In article <225@ssc-vax.UUCP> adolph@ssc-vax.UUCP (Mark Adolph) writes:
>
>This is another unsubtle attempt to get a net.theatre started.  

Alas, they've started net.theater instead.

>I'd like to
>hear from all of you theater people your most amusing theatrical anecdote. 

I have a lot of candidates.  Like the time Joe Spano was playing Duke Mantee
in "The Petrified Forest" at the Berkeley Repertory Theatre".  At a certain 
point he slammed his fist on the table and the table fell off the edge of the
stage into the audience. It was someone else's turn to speak, and somehow they 
managed to pull it off.  By the way, that show was the first thing Joe Spano 
did that was any good. Now he's a big TV star.

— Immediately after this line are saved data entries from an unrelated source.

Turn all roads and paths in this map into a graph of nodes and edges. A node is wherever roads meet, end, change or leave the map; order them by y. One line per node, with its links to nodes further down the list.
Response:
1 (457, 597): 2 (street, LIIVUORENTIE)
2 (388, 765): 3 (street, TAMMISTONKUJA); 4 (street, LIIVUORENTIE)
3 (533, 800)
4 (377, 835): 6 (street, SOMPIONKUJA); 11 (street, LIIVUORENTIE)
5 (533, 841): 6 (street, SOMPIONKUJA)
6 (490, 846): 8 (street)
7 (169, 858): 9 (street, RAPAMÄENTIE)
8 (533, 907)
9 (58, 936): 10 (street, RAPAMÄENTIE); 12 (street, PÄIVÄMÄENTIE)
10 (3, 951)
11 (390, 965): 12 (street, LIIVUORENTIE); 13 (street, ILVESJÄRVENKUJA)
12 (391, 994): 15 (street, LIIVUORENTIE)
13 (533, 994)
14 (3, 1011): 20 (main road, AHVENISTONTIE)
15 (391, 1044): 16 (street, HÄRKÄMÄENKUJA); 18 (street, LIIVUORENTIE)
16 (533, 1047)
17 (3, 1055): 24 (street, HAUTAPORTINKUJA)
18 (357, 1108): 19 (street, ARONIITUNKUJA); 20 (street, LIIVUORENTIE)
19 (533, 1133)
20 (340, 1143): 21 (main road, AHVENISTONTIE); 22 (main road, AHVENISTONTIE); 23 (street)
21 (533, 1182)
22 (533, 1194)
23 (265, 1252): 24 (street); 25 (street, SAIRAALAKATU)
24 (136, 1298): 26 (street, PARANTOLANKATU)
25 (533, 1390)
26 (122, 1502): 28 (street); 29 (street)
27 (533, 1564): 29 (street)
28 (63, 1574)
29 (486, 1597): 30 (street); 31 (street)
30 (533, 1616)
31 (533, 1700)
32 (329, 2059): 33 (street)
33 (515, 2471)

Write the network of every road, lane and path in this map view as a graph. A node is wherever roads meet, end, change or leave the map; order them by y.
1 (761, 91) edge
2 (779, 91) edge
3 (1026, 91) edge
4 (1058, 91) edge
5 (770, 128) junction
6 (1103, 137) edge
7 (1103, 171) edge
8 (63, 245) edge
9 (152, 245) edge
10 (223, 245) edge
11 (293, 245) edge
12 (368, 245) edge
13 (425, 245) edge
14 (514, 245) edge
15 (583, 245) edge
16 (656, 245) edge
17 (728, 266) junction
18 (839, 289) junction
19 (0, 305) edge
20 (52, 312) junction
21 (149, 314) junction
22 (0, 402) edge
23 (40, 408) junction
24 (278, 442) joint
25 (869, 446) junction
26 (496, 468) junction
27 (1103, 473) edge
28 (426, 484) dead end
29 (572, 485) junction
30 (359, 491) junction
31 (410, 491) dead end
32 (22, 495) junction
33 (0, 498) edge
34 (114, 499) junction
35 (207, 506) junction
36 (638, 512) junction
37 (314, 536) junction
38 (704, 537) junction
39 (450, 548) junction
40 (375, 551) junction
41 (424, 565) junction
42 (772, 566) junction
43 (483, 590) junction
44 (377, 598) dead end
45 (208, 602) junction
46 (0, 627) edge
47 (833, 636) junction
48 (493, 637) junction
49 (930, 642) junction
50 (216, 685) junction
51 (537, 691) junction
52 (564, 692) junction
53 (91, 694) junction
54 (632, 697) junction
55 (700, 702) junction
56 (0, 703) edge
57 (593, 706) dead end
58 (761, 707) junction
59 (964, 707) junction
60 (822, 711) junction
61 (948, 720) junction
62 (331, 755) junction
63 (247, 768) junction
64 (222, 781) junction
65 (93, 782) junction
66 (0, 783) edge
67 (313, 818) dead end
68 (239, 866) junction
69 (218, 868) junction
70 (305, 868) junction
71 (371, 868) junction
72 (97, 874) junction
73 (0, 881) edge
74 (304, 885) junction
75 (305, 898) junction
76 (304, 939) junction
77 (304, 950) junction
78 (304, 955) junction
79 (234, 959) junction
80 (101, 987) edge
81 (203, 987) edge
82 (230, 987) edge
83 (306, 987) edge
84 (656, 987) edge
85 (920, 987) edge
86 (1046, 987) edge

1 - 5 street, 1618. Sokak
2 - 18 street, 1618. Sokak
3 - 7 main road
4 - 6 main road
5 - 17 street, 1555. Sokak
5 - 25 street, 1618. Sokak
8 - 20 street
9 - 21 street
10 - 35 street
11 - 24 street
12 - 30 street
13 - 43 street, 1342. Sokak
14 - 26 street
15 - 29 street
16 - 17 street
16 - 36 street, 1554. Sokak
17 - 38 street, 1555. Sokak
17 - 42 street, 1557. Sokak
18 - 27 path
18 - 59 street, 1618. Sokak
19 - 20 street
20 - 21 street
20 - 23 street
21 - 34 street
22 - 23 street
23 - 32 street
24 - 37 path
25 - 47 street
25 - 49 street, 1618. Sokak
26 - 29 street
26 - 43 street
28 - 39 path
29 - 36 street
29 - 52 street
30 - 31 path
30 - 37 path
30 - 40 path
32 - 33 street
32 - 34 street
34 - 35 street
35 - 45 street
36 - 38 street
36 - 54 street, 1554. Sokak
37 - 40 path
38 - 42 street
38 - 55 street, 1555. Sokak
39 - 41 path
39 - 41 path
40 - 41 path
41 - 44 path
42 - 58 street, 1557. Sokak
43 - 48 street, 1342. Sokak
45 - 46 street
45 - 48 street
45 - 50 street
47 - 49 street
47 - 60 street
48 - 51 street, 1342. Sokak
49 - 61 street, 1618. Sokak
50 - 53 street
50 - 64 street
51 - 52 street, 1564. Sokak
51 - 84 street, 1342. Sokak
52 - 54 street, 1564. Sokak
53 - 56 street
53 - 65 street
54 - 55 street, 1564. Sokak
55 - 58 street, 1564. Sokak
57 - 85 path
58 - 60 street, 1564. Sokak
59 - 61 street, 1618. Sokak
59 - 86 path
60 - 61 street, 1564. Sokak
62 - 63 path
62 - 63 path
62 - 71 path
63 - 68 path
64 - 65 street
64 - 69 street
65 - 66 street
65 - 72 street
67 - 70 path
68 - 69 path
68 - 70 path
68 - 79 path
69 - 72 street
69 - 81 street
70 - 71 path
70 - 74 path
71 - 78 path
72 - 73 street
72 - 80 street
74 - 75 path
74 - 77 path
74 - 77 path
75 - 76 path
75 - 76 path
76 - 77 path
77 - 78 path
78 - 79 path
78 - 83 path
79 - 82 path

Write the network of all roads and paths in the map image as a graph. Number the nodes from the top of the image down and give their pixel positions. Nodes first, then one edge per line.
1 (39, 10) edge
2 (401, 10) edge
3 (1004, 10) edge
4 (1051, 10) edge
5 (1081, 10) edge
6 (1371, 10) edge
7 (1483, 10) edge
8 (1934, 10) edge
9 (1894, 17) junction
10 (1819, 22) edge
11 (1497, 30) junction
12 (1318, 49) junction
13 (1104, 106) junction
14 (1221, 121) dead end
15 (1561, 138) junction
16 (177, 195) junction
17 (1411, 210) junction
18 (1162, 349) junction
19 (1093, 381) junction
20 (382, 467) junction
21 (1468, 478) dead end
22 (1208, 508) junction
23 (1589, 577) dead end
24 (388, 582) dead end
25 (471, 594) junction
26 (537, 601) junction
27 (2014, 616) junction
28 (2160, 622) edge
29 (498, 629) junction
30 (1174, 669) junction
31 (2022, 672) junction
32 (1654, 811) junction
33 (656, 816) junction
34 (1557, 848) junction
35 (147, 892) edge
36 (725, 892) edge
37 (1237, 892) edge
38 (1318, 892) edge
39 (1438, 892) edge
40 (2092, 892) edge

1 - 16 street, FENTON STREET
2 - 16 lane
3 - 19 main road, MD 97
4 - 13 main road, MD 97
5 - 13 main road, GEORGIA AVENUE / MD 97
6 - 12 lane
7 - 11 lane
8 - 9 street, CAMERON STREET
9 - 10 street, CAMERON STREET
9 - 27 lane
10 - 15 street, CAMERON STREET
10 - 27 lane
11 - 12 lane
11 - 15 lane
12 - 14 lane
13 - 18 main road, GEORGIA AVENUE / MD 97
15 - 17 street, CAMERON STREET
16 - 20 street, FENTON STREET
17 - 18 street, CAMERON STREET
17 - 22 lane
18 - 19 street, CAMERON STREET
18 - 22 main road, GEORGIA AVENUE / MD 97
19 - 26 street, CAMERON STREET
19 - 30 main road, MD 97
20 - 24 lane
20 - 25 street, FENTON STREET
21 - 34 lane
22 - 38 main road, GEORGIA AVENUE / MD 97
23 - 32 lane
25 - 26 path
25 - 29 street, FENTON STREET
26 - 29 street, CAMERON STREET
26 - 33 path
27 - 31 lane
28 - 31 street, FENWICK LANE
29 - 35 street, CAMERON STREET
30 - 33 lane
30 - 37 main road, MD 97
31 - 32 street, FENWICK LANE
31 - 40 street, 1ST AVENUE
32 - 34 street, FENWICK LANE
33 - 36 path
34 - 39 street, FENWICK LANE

Last night I attended a performance of Harold Pinter's "Old Times" at
San Francisco's ACT. After the show, the cast spent about a half hour
discussing the play with the audience.  Barbara Dirickson (Kate) told an
amusing story about some of the things they hear the audience say during the 
exceptionally long pauses that Pinter writes into the script. At one point
she is lying on the floor, stage front, no one is speaking, and someone in
the front row turns to her companion and says "I don't know how much more
of this shit I can listen to."  Or, during another pause, someone in the
balcony remarked "Do you think they've forgotten their lines?"

Last week I attended a performance of Simon Gray's "Otherwise Engaged" at
the Berkeley Repertory Theatre.  There are some extrememly funny lines in
that play, especially in the first act, before it gets "heavy".  The principal
character, named Simon, is discussing with his brother the brother's recent
interview for assistant headmaster of his school.  The brother describes
an excruciatingly embarrassing moment. "I did something I haven't done since
I was twelve. (Long discussion of details of the interview) As I bent forward
to hear what he said, I farted."  Pregnant pause. Simon: "You haven't farted
since you were twelve?"  Or, earlier, when Simon tells his brother that he's
expecting a certain visitor -- a critic.  The brother recalls one of Simon's
dinner parties fourteen years earlier when he had an encounter with this 
critic.  The critic had been drunk and had made comments to the effect that
school teachers of a certain category (to which the brother belonged) were
all latent pederasts.  The brother had confronted the critic later, as they 
were leaving, and had almost threatened violence. The brother has kept this
incident alive in his memory, constantly dwelling on it.  Then, before the
brother can leave, the critic arrives.  Of course, he doesn't remember the
brother or the incident. He learns that the brother is a teacher of the
given category and begins to make remarks.  The brother tries to confront
him with the former incident and at one point says dramatically, "I'm the
latent pederast!"  Pregnant pause. The critic replies "Oh, then you're in
the right job!"  Oh, well. It's very funny on stage.